After missing the playoffs in 2021, Schneider traded franchise quarterback Russell Wilson to the Broncos for two first-round picks (used on Charles Cross and Devon Witherspoon) and two second-round picks (used on Boye Mafe and Derick Hall), and for Broncos players Drew Lock, Shelby Harris, and Noah Fant.

==== Macdonald era and 2nd Super Bowl title (2023–present) ====
After the 2023 season, Carroll was fired by owner Jody Allen, likely as a result of the team failing to make the playoffs in two of the previous three seasons. Schneider gained final say over all football-related decisions—a responsibility previously held by Carroll. While conducting the search for a new head coach—the first of his tenure as general manager—he and the search committee interviewed Ejiro Evero, Patrick Graham, Mike Kafka, Bobby Slowik, Frank Smith, eventual new Bears head coach Ben Johnson, eventual new Commanders head coach Dan Quinn, and eventual new Falcons head coach Raheem Morris. In the end, Schneider hired Ravens defensive coordinator Mike Macdonald as the new head coach for the Seahawks, signing him to a six-year contract. This made Macdonald the youngest active head coach in the NFL to date. The Seahawks finished the 2024 season with a 10-7 record, narrowly missing out on the playoffs. It was the winningest season with a first-year head coach in franchise history.

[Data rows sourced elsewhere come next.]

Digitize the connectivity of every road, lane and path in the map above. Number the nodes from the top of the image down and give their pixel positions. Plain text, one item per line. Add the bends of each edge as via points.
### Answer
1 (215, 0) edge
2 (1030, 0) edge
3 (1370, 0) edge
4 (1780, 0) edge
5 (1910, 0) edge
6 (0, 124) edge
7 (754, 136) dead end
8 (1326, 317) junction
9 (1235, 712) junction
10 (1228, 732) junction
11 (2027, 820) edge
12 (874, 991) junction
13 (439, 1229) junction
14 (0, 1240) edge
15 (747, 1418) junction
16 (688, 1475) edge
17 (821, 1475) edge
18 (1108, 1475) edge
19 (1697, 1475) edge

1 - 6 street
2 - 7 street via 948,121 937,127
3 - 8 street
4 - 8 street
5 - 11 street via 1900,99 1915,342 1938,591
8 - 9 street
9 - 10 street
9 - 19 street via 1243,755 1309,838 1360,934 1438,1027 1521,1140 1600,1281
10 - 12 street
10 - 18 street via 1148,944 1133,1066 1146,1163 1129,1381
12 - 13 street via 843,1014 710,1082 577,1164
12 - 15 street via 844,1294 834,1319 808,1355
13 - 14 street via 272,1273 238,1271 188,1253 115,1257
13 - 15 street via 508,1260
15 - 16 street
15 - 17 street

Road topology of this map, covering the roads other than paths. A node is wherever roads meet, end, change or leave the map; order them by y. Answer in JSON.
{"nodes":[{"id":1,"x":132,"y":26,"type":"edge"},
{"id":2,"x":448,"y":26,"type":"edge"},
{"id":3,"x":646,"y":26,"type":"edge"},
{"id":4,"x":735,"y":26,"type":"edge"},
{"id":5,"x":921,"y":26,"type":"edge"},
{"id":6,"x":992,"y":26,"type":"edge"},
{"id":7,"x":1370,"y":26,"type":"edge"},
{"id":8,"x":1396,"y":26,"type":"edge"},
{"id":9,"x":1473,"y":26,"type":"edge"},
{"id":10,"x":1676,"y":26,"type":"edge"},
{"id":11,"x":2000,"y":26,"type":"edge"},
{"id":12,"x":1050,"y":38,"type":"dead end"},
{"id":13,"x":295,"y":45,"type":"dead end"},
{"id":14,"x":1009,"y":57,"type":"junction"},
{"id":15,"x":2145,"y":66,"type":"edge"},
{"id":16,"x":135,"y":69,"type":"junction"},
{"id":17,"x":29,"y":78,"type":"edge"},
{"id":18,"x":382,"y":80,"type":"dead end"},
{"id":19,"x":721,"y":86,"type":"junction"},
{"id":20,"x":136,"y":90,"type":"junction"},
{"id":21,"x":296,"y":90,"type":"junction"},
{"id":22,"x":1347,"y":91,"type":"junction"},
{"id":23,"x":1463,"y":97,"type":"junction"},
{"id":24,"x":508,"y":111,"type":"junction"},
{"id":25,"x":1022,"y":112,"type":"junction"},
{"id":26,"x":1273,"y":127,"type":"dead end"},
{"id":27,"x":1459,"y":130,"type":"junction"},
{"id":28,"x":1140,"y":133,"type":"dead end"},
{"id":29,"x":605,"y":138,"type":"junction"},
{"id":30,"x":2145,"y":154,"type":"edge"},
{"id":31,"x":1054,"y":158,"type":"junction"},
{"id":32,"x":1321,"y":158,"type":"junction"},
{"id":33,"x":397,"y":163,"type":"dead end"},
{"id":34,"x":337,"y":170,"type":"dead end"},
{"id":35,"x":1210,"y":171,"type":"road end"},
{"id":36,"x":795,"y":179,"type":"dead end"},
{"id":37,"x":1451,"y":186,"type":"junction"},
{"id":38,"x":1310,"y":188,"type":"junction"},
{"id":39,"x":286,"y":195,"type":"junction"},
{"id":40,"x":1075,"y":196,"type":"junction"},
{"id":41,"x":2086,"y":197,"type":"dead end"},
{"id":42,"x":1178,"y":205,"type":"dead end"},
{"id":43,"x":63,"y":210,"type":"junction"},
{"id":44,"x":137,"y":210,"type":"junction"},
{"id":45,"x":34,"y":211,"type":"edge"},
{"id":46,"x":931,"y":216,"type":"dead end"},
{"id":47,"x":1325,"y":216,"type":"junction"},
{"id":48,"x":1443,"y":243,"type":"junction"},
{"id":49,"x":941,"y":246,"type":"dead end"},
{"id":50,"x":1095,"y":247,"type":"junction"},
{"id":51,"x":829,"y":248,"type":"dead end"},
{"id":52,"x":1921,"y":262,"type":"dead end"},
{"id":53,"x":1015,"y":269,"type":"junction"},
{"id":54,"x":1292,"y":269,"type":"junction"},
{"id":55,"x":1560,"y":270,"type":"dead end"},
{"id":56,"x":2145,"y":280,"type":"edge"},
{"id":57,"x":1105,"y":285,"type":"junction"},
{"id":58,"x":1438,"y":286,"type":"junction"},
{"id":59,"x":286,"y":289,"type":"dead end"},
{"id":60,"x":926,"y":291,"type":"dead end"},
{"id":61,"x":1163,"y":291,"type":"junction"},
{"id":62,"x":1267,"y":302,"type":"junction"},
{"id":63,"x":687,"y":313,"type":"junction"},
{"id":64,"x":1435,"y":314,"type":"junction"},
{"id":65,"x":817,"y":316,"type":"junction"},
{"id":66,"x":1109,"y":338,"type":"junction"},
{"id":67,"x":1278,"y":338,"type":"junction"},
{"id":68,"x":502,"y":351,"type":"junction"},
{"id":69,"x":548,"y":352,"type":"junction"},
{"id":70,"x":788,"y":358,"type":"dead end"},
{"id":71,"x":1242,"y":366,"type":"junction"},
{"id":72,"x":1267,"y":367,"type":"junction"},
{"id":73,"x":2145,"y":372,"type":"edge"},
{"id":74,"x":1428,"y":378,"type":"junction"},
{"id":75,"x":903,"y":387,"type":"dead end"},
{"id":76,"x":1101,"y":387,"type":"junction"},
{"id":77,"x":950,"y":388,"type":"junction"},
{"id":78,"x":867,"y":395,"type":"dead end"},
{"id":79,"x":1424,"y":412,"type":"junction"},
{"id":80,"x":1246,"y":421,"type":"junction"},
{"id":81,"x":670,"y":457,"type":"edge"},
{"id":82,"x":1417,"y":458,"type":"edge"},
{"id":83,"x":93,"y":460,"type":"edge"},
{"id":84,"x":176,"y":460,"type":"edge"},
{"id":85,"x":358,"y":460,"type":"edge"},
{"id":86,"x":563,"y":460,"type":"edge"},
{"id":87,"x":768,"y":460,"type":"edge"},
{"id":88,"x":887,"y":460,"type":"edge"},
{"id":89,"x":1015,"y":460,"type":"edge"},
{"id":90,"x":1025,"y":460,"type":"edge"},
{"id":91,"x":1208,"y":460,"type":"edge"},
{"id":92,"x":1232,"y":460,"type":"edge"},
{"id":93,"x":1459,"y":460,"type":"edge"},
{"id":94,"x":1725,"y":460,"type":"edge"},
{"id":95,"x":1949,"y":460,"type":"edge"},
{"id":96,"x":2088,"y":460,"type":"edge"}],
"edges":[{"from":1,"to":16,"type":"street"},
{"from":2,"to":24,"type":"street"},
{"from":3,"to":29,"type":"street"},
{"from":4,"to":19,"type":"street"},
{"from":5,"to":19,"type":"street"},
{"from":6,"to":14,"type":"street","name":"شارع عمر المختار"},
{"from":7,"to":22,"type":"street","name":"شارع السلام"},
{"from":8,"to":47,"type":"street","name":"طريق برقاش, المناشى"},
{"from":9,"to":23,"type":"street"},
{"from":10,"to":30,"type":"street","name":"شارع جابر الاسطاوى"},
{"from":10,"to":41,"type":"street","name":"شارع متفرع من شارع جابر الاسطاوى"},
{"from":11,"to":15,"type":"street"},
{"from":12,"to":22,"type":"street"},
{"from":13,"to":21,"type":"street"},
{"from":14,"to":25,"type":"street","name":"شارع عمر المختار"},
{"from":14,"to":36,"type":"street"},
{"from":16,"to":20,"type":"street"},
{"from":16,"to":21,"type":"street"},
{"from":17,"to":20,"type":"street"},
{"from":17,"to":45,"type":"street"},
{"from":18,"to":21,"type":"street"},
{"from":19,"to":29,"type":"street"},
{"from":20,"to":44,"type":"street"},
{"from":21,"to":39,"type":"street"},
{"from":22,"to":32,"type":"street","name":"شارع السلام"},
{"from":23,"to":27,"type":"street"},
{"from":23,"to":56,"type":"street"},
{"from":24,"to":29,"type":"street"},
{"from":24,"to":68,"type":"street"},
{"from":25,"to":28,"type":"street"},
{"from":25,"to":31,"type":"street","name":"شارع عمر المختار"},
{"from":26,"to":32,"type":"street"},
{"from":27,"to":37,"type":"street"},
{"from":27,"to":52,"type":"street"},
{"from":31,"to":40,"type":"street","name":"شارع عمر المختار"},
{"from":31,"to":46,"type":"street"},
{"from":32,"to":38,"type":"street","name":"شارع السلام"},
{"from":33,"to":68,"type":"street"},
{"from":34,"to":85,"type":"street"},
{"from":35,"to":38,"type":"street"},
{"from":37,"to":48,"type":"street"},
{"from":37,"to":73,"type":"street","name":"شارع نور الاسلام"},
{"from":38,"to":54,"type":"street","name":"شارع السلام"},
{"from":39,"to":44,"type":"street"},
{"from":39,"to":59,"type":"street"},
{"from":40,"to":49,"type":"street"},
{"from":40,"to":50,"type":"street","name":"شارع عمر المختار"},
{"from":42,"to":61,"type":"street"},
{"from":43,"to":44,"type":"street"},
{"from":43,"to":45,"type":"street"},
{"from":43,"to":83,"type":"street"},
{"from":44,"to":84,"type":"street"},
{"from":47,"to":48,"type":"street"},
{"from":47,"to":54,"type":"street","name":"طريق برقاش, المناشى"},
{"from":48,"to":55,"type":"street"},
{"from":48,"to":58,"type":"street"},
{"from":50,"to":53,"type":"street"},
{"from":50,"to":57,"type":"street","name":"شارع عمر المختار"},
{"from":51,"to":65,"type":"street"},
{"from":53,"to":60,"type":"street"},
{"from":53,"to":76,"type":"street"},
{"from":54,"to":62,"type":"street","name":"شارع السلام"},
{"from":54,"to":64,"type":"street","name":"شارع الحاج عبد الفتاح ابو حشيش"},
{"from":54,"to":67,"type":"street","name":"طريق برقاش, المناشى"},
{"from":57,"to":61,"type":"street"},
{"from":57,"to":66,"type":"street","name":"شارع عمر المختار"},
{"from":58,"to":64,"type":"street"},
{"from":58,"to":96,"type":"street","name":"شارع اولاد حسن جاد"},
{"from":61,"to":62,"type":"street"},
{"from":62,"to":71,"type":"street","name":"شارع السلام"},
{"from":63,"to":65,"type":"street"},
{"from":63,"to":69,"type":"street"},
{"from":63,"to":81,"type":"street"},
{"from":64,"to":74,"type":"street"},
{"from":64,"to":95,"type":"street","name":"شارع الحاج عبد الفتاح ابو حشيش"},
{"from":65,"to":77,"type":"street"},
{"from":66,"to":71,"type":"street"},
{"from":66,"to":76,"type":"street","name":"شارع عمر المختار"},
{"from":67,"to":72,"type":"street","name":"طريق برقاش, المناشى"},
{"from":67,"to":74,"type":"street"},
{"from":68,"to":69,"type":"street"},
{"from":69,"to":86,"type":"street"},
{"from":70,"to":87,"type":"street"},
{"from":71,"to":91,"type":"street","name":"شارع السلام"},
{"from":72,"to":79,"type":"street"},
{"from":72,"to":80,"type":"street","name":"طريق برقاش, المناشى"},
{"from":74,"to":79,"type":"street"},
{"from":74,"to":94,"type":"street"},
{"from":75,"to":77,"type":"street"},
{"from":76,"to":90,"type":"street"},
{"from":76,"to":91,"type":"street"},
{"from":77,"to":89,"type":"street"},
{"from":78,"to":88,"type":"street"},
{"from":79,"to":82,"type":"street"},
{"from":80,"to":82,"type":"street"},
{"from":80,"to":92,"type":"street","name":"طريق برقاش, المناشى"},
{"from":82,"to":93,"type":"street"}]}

On July 30, 2025, Schneider and the Seahawks agreed to a four-year contract extension.

Before the 2025 season, Schneider made roster reconstructions by releasing veteran receiver Tyler Lockett and trading starting quarterback Geno Smith to the Las Vegas Raiders as well as star wide receiver DK Metcalf to the Pittsburgh Steelers. He signed quarterback Sam Darnold, wide receiver Cooper Kupp and defensive end DeMarcus Lawrence and traded for linebacker Ernest Jones IV. The Seahawks finished the regular season as the number one seed in the NFC and won their fourth NFC Championship to reach Super Bowl LX, making Schneider the first NFL general manager to reach multiple Super Bowls with an entirely different roster and head coach. The Seahawks went on to win Super Bowl LX, defeating the New England Patriots 29-13.

== Executive Tree ==
Multiple assistants of Schneider have been hired to be General Managers elsewhere:

- John Idzik Jr., New York Jets (2013–2014)
- Scot McCloughan, Washington Redskins (2015–2016)
- Scott Fitterer, Carolina Panthers (2021–2023)
- Dan Morgan, Carolina Panthers (2024–present)
- Nolan Teasley, Minnesota Vikings (2026-present)

==Personal life==
Schneider and his wife Traci have two sons, Ben and Jack. The couple founded Ben's Fund in 2012 in honor of their son, Ben, who was diagnosed with autism at the age of three. The intent of Ben's Fund is to provide financial support to children and young adults with autism in Washington State along with guidance and support as they continue their journey.